SCIENTIST Stephen Hawking has warned that the Higgs boson, the so-called God particle, could cause space and time to collapse.
But there is time for lunch: It may take trillions of years to topple.
The British professor said that at very high energy levels the Higgs boson – the subatomic particle which gives us our shape and size – could become so unstable that it would cause space and time to collapse.
Hawking made his comments in the preface to a new book, Starmus.
The Higgs boson field is the force within the universe which give particles mass and therefore acts as the “glue” which holds everything together. Without that “glue”, we’d all disintegrate at the speed of light.
Now, Hawking’s comments that the Higgs “has the worrisome feature that it might become metastable” at very high energies has reignited unfounded fears that a “black hole” could be created on Earth.
Hawking went on: “This could mean that the universe could undergo catastrophic vacuum decay, with a bubble of the true vacuum expanding at the speed of light.
“This could happen at any time and we wouldn’t see it coming.”
His words have rattled the physics community: Not because he is specifically wrong, but because of the public fears his comments – without context – could cause.
After all, before CERN was even powered up the fear that it would cause us all to collapse into a black hole was a widespread internet concern.
Hawking does admit, however, that the likelihood of a disaster involving the Higgs is very small since physicists do not have a particle accelerator large enough to create such an experiment.
Australian physicist Dr Alan Duffy takes the argument one step further: Such a catastrophic transition to a new state by a Higgs field collapse could not be caused by colliders anyway “in the same way that volcanologists who measure the tremors of a volcano aren’t responsible for any eruption.”
“A particle accelerator that reaches 100bn GeV would be larger than Earth, and is unlikely to be funded in the present economic climate,” Hawking wrote.
But bigger ones are on the cards.
Dr Duffy, of Swinbourne University in Melbourne, says Hawking is technically correct but adds that the energy levels necessary to push the Higgs boson beyond its “tipping point” would have to be astronomical.
In fact, an accelerator capable of propelling particles up to the necessary speeds for such a catastrophe would likely have to be on a scale similar to that of our solar system.
Those being built now are on a much more practical scale.
“These facilities will help us learn more about the Higgs and the stability of our universe, with no prospect of ending it. Sorry Hollywood, you’ll have to get a new disaster film plot.”
Dr Duffy says that what we know about the mass of the Higgs particle puts it in a region in which the Higgs field could be unstable (technically described as metastable).
“As we learn more the Higgs field may end up being completely stable after all. It’s really only at the cusp of being unstable in any case,” he says.
The current understanding puts the Higgs field in a position analogous to that of a rock rolling down a valley.
“It may get lodged in a crevice high up from the valley floor,” Dr Duffy says. “We think that the Higgs field could be at this point, and something might nudge it to fall down to the true floor (lowest energy state).

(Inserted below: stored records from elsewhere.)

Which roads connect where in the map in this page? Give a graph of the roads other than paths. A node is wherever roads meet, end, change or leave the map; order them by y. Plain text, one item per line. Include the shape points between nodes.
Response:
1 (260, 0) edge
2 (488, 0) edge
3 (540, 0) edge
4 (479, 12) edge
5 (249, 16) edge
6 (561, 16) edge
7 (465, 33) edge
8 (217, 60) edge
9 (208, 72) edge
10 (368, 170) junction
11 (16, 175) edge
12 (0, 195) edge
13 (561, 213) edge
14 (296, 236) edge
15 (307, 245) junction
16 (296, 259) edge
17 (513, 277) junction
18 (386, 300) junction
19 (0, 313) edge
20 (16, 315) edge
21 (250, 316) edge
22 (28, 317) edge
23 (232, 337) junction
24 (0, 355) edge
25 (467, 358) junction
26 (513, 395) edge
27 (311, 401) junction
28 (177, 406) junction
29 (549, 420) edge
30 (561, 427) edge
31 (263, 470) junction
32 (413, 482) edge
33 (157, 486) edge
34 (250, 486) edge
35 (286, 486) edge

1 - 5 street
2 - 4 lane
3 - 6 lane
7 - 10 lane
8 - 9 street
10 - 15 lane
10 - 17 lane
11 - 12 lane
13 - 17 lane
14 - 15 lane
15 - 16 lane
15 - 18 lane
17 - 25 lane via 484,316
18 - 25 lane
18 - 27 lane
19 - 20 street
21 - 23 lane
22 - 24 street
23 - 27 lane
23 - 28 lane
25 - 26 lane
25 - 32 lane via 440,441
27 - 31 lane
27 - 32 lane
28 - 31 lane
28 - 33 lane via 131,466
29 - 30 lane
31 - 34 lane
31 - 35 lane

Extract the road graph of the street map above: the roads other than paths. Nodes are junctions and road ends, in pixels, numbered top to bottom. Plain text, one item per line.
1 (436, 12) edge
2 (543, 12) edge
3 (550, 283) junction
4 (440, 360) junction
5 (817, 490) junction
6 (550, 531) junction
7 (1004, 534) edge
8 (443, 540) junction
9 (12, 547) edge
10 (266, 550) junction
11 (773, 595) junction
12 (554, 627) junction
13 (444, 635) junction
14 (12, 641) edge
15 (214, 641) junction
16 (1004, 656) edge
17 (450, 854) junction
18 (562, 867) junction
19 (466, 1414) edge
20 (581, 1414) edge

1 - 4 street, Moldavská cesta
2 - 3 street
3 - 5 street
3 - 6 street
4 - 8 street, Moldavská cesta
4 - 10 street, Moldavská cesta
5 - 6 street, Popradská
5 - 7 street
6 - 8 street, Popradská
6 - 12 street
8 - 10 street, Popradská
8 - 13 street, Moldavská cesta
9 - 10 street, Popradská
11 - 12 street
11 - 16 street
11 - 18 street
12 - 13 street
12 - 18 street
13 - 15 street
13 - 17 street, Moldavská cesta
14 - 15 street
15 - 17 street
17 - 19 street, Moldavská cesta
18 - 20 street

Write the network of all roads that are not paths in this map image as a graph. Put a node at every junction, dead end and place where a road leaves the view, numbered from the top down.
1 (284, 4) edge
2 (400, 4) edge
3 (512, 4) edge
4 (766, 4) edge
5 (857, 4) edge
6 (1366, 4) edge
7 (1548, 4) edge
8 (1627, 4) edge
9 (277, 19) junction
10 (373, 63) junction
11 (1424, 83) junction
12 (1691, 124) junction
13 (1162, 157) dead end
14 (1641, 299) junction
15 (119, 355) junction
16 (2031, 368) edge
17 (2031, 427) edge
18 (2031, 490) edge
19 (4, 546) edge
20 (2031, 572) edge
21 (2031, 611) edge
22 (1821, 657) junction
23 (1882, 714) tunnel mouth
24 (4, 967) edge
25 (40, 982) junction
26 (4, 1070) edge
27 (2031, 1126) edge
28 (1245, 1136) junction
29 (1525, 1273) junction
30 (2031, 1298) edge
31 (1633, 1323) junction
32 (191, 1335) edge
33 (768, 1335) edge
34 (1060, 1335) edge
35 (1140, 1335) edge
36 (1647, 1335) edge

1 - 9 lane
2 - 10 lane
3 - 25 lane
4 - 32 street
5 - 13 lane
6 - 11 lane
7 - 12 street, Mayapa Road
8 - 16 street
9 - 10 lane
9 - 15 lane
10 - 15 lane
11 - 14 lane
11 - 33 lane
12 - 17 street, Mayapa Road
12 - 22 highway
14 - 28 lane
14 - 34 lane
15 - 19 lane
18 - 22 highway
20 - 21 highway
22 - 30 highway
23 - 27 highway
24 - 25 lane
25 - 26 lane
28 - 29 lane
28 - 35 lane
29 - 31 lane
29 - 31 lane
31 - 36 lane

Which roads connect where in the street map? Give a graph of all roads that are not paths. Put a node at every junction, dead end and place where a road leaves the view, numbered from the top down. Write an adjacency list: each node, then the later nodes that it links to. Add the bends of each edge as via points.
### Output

“The point at which this happens will change into a new universe (called a phase transition). This would look like a fireball spreading out at the speed of light, converting the old universe into a new one.”
Dr Duffy says the chances of this happening are incredibly tiny. “But wait long enough (trillions of years) and the odds keep shortening,” he says.
Nevertheless our Sun will have long since run out of fuel, swollen up as a Red Giant and destroyed the Earth. And that’s in 5 billion years’ time.
“I doubt we’ll ever have to worry about the Higgs getting us first. In any case the good news is that we’d never see it coming (it’s travelling at the speed of light) so there’s no need/point in worrying!”
Hawking’s comments have raised fresh fears over a surge in construction of particle colliders around the world.
China has announced it plans to build three new particle accelerators – the largest of which would be some 80km in diameter. The CERN particle accelerator which discovered the Higgs boson is 27km in diameter and puts out 14TeV.
A US/European proposed super proton collider is slated to be 100km in diameter.
The first Chinese collider, a 52km device to smash together electrons and positrons, is due to be built by 2028.
This all follows the discovery of the Higgs boson particle in 2012 by scientists at the CERN accelerator in Switzerland, by colliding two beams of protons at high speed.
This was 50 years after the particle was first predicted by British physicist Peter Higgs. In the early 1960s Higgs theorised that the particle and its associated “Higgs field” were the reason things have mass.
“It is worth pointing out that the energies necessary to collapse the Higgs field happened just after the Big Bang
and since we’re here it’s pretty good evidence that – as we learn more – we’ll find that out there
is more physics out there that stabilises the Higgs after all,” Dr Duffy says.